*WORK REQUEST:*
Please write out the full listing beneath this line exactly, skipping its images.

*DATA FOR ANALYSIS:*
------

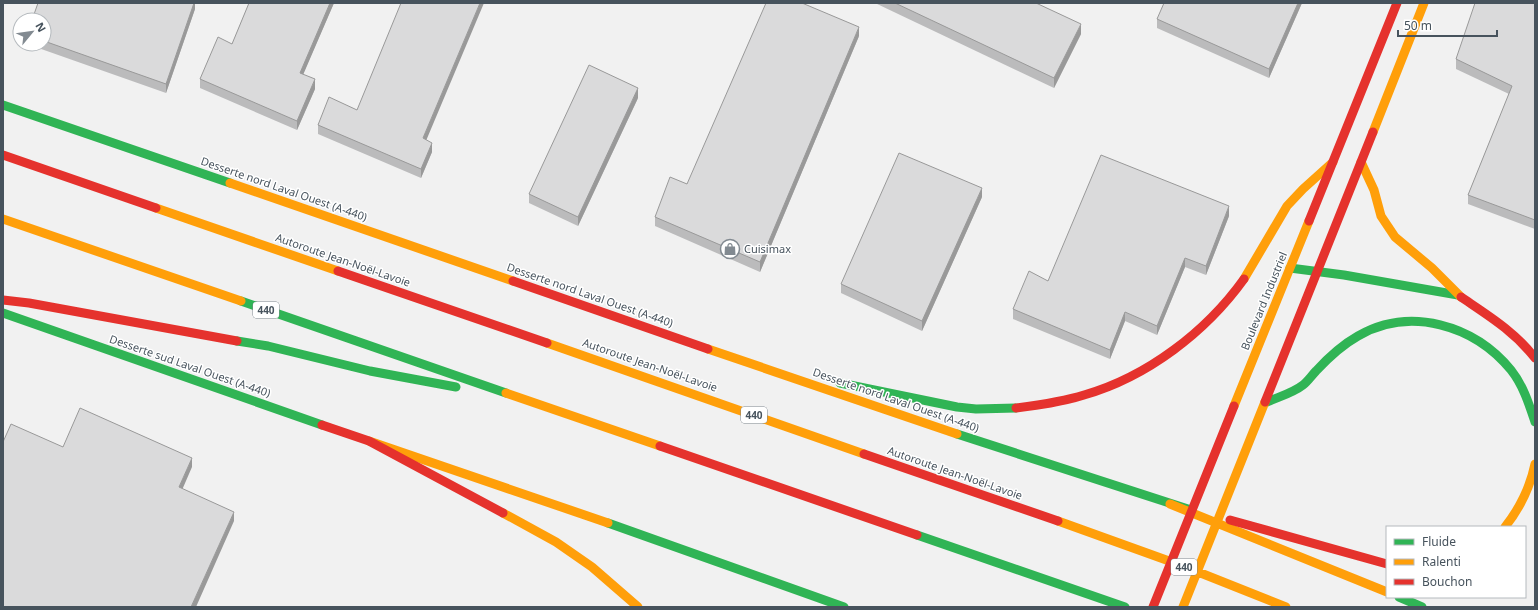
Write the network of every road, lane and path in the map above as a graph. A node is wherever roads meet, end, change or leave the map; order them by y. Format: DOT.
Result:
graph roads {
  1 [pos="1396,3"];
  2 [pos="1424,3"];
  3 [pos="3,105"];
  4 [pos="3,155"];
  5 [pos="1333,162"];
  6 [pos="1361,162"];
  7 [pos="3,219"];
  8 [pos="1290,268"];
  9 [pos="1318,272"];
  10 [pos="1458,295"];
  11 [pos="3,300"];
  12 [pos="3,313"];
  13 [pos="1535,358"];
  14 [pos="758,366"];
  15 [pos="530,401"];
  16 [pos="1265,403"];
  17 [pos="1535,422"];
  18 [pos="369,441"];
  19 [pos="1535,464"];
  20 [pos="1506,526"];
  21 [pos="1240,527"];
  22 [pos="1386,564"];
  23 [pos="1386,592"];
  24 [pos="1401,598"];
  25 [pos="638,607"];
  26 [pos="844,607"];
  27 [pos="1125,607"];
  28 [pos="1153,607"];
  29 [pos="1183,607"];
  30 [pos="1286,607"];
  31 [pos="1422,607"];
  1 -- 5 [label="main road, Boulevard Industriel"];
  2 -- 6 [label="main road"];
  3 -- 14 [label="main road, Desserte nord Laval Ouest (A-440)"];
  4 -- 30 [label="main road, Autoroute Jean-Noël-Lavoie / 440"];
  5 -- 8 [label="main road, Boulevard Industriel"];
  5 -- 14 [label="main road"];
  6 -- 9 [label="main road"];
  6 -- 10 [label="main road"];
  7 -- 15 [label="main road, 440"];
  8 -- 9 [label="main road"];
  8 -- 28 [label="main road, Boulevard Industriel"];
  9 -- 10 [label="main road"];
  9 -- 16 [label="main road"];
  10 -- 13 [label="main road"];
  11 -- 15 [label="main road"];
  12 -- 18 [label="main road, Desserte sud Laval Ouest (A-440)"];
  14 -- 21 [label="main road, Desserte nord Laval Ouest (A-440)"];
  15 -- 27 [label="main road, 440"];
  16 -- 17 [label="main road"];
  16 -- 29 [label="main road"];
  18 -- 25 [label="main road"];
  18 -- 26 [label="main road"];
  19 -- 20 [label="main road"];
  21 -- 22 [label="main road"];
  21 -- 23 [label="main road"];
  24 -- 31 [label="main road"];
}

------

*FINISHED EXERCISE:*
Write the network of every road, lane and path in the map above as a graph. A node is wherever roads meet, end, change or leave the map; order them by y. Format: DOT.
Result:
graph roads {
  1 [pos="1396,3"];
  2 [pos="1424,3"];
  3 [pos="3,105"];
  4 [pos="3,155"];
  5 [pos="1333,162"];
  6 [pos="1361,162"];
  7 [pos="3,219"];
  8 [pos="1290,268"];
  9 [pos="1318,272"];
  10 [pos="1458,295"];
  11 [pos="3,300"];
  12 [pos="3,313"];
  13 [pos="1535,358"];
  14 [pos="758,366"];
  15 [pos="530,401"];
  16 [pos="1265,403"];
  17 [pos="1535,422"];
  18 [pos="369,441"];
  19 [pos="1535,464"];
  20 [pos="1506,526"];
  21 [pos="1240,527"];
  22 [pos="1386,564"];
  23 [pos="1386,592"];
  24 [pos="1401,598"];
  25 [pos="638,607"];
  26 [pos="844,607"];
  27 [pos="1125,607"];
  28 [pos="1153,607"];
  29 [pos="1183,607"];
  30 [pos="1286,607"];
  31 [pos="1422,607"];
  1 -- 5 [label="main road, Boulevard Industriel"];
  2 -- 6 [label="main road"];
  3 -- 14 [label="main road, Desserte nord Laval Ouest (A-440)"];
  4 -- 30 [label="main road, Autoroute Jean-Noël-Lavoie / 440"];
  5 -- 8 [label="main road, Boulevard Industriel"];
  5 -- 14 [label="main road"];
  6 -- 9 [label="main road"];
  6 -- 10 [label="main road"];
  7 -- 15 [label="main road, 440"];
  8 -- 9 [label="main road"];
  8 -- 28 [label="main road, Boulevard Industriel"];
  9 -- 10 [label="main road"];
  9 -- 16 [label="main road"];
  10 -- 13 [label="main road"];
  11 -- 15 [label="main road"];
  12 -- 18 [label="main road, Desserte sud Laval Ouest (A-440)"];
  14 -- 21 [label="main road, Desserte nord Laval Ouest (A-440)"];
  15 -- 27 [label="main road, 440"];
  16 -- 17 [label="main road"];
  16 -- 29 [label="main road"];
  18 -- 25 [label="main road"];
  18 -- 26 [label="main road"];
  19 -- 20 [label="main road"];
  21 -- 22 [label="main road"];
  21 -- 23 [label="main road"];
  24 -- 31 [label="main road"];
}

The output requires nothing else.